Навстречу попался монах – в сандалиях на босу ногу, в коричневом капюшоне, с подвязанным у пояса большим деревянным крестом. Я снял монаха. Прошла мимо красивая дама с горделиво шагающей рядом собакой. Я снял собаку. Попался дом, словно перенесенный волшебной силой из средневековья. Я снял дом.
…Теперь, когда я показываю эти фотографии людям, не бывавшим в Польше, они удивляются. Странной встает здесь Варшава-с тихими аллеями, с монахами, с домами средневековой архитектуры. И тогда, смущенно улыбаясь, приходится объяснять, что это только первое впечатление, проба, что Варшава совсем иная, а все, что я снял, можно встретить лишь в «Старом городе» – маленьком участке большой и шумной столицы Польши…
Я сознательно начинаю разговор о правде жизни с примера фотографии. Казалось бы, что может быть правдивее и точнее снимка, где жизнь схвачена бесстрастным объективом и точно застыла за эмалью пленки. Но попробуйте выйти вот так, в незнакомый город, – и вы сразу почувствуете, как бессильна фотография перед бурной, кипящей на улицах жизнью. Делая кадр за кадром, мы можем отснять лишь жалкую частичку этой жизни, то, что бросается в глаза и что чаще всего не раскрывает скрытых пружин, управляющих жизнью.
Ведь даже в Москве иностранные корреспонденты не раз снимали улицу Горького… без машин. А часто ли мы видим пустой центральную артерию нашей столицы? И правдивы ли такие, снятые с натуры, «подлинные» снимки?
Так оказывается, что даже фотографии, снимки могут быть неправдивыми и неточными. Могут быть ложью, если оценивать их не по точному воспроизведению частностей, а по большой внутренней правде, на которую они претендуют… Разумеется, речь идет не о художественной фотографии, которая подчиняется законам искусства.
Еще больше становится этот разрыв правды жизни и копии с жизни, когда мы переходим к искусству. Ничто не может быть враждебнее искусству, чем стремление к фотографической точности. Произведения искусства – это произведения человеческого ума, сердца, фантазии. Они окрашены симпатиями и антипатиями творца, они рождаются в огне борьбы и никогда поэтому не могут отражать жизнь так, как отражает ее равнодушный объектив аппарата или бесстрастное, холодное, пусть даже хорошо сделанное зеркало.
Искусство – это зеркало живое, зеркало пристрастное, зеркало, показывающее жизнь, как воспринимает ее художник, борец, которому дороги одни и ненавистны другие ее стороны.

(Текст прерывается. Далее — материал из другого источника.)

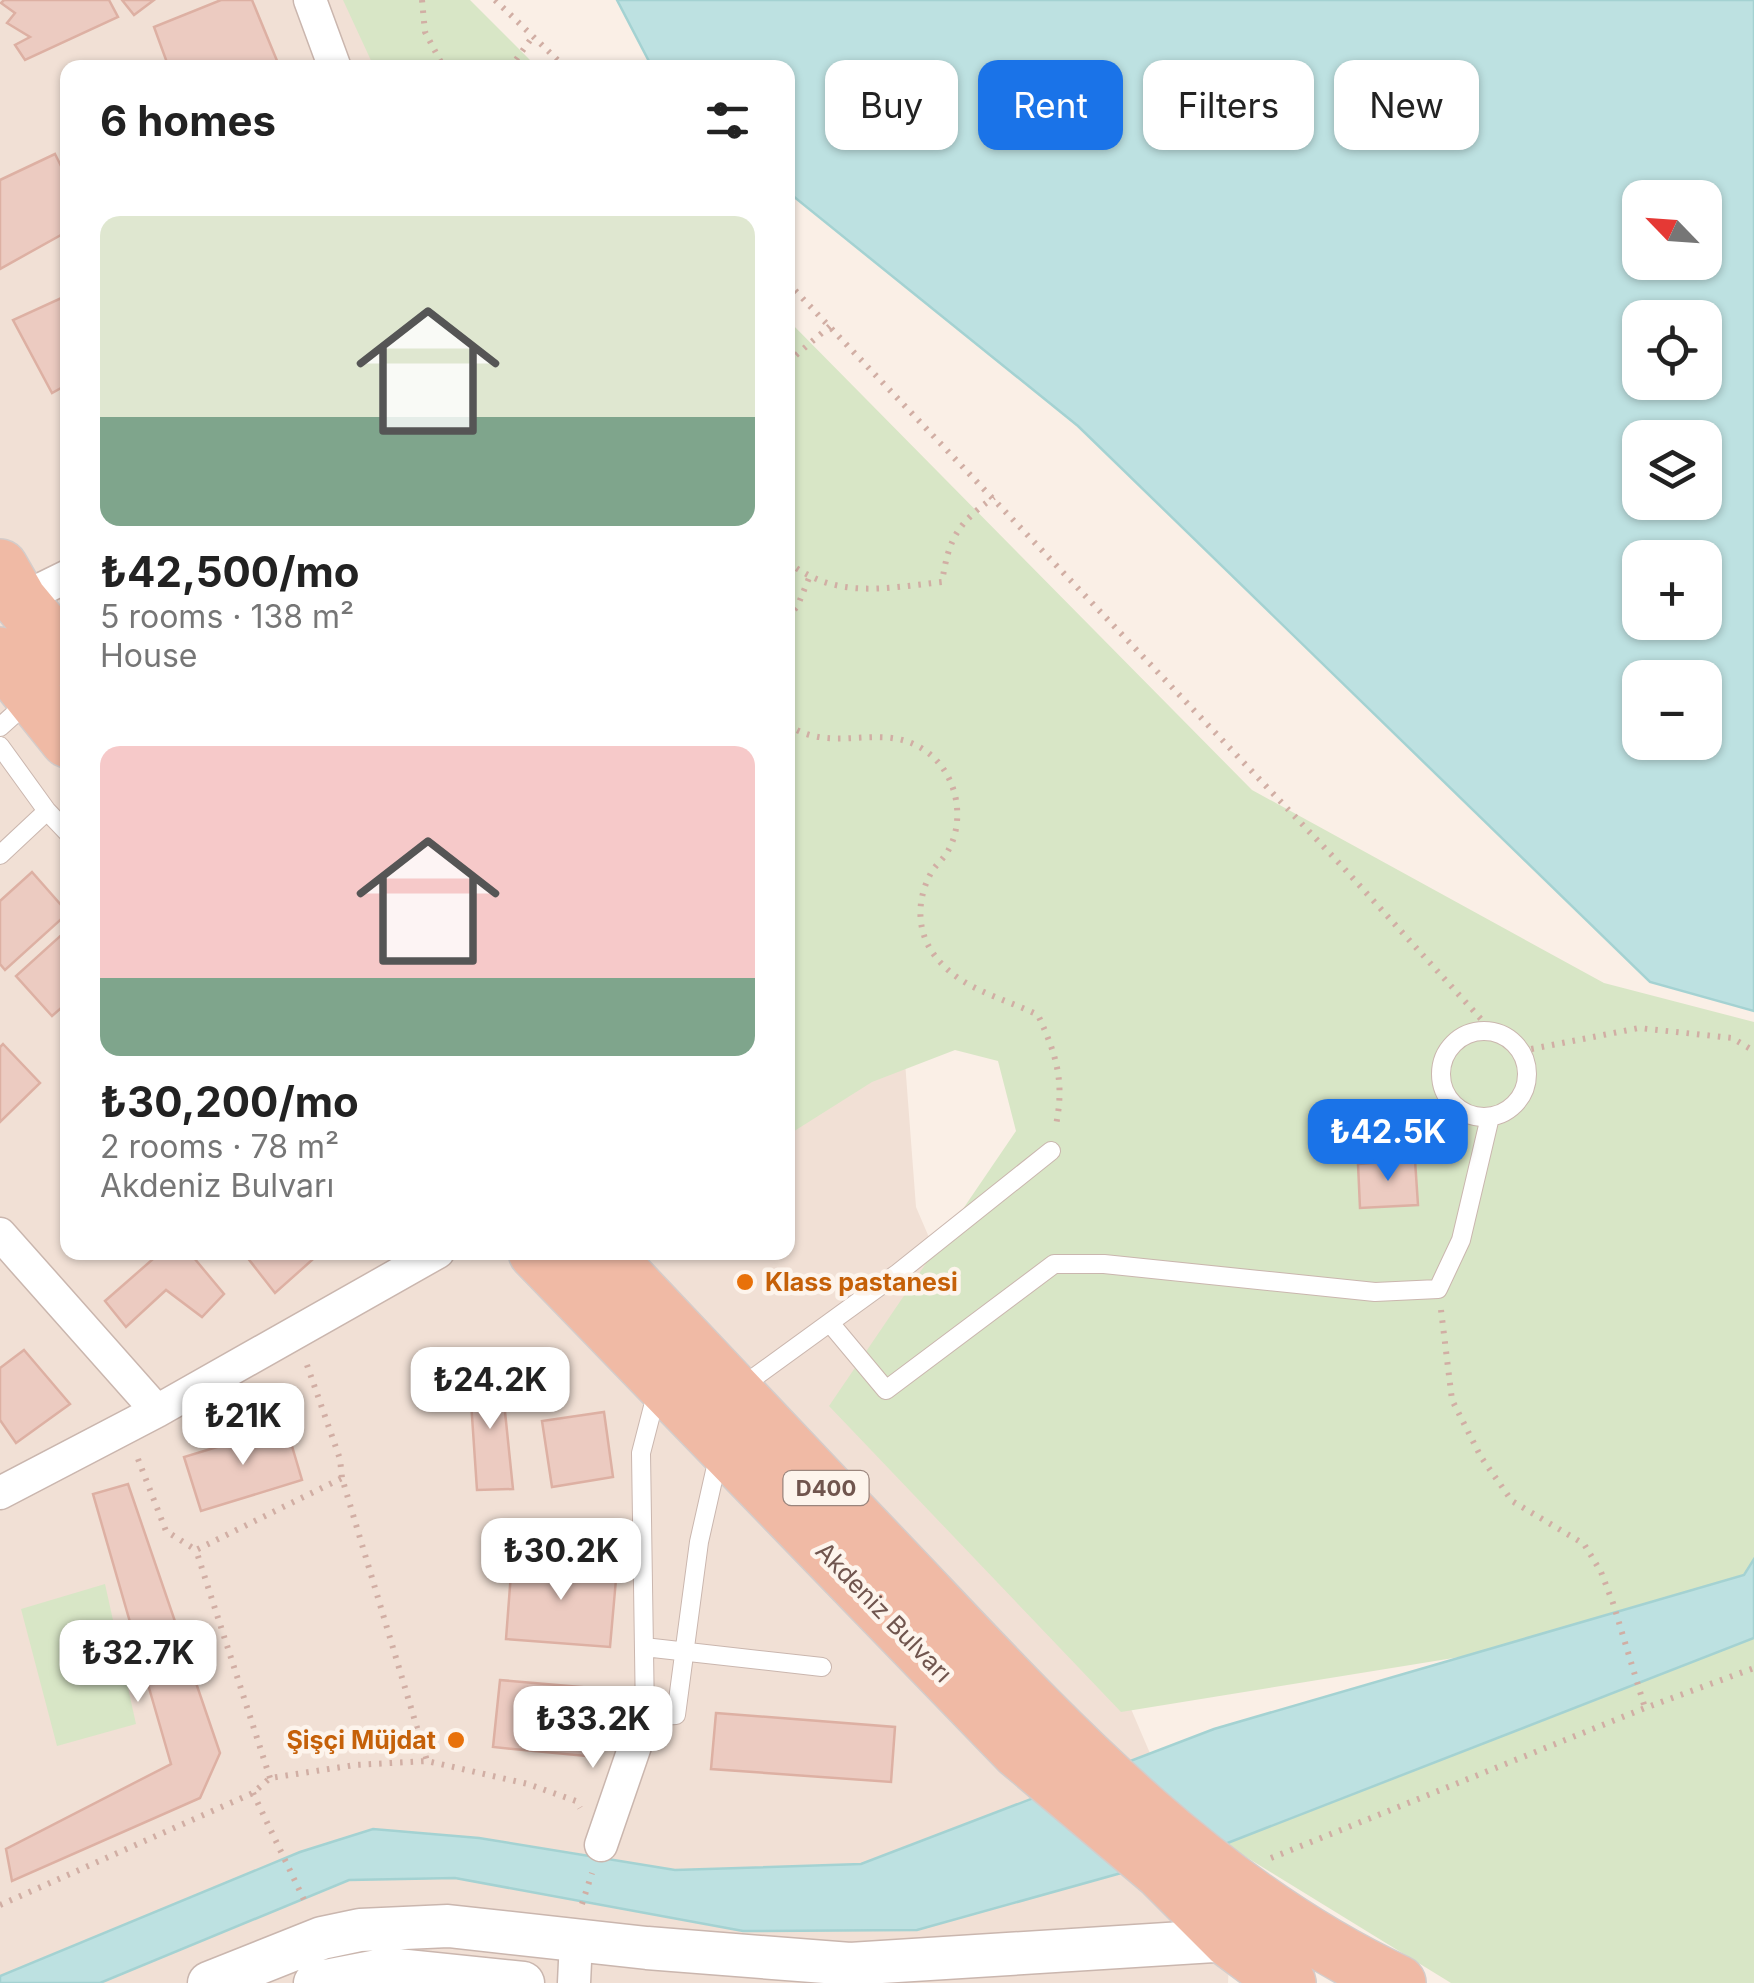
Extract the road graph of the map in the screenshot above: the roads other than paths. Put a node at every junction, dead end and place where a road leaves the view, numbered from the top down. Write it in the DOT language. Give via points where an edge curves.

В конце прошлого века, когда в жизнь бурно входили естественные науки, когда точность опыта стала вытеснять буйную фантазию догадок, кое-кто пытался и художника превратить лишь в сухого регистратора фактов. Это было модно тогда: факт, документ, микроскоп – вместо фантазии, цифры – вместо отвлеченных мечтаний, холодные, подтянутые исследователи со скальпелями и счетными линейками – вместо растрепанных жюльверновских чудаков.
Под обаяние магического слова «опыт» стала подпадать и литература. Появились писатели – анатомы, физиологи, эмпирики, стремившиеся превратить само искусство в своего рода «клинический документ». Даже темпераментный Золя, человек живого ума, провозгласил тогда свое творчество «протоколом», «снимком с натуры», «прыжком фантазии» с позиций строгого, холодного, бесстрастного наблюдения.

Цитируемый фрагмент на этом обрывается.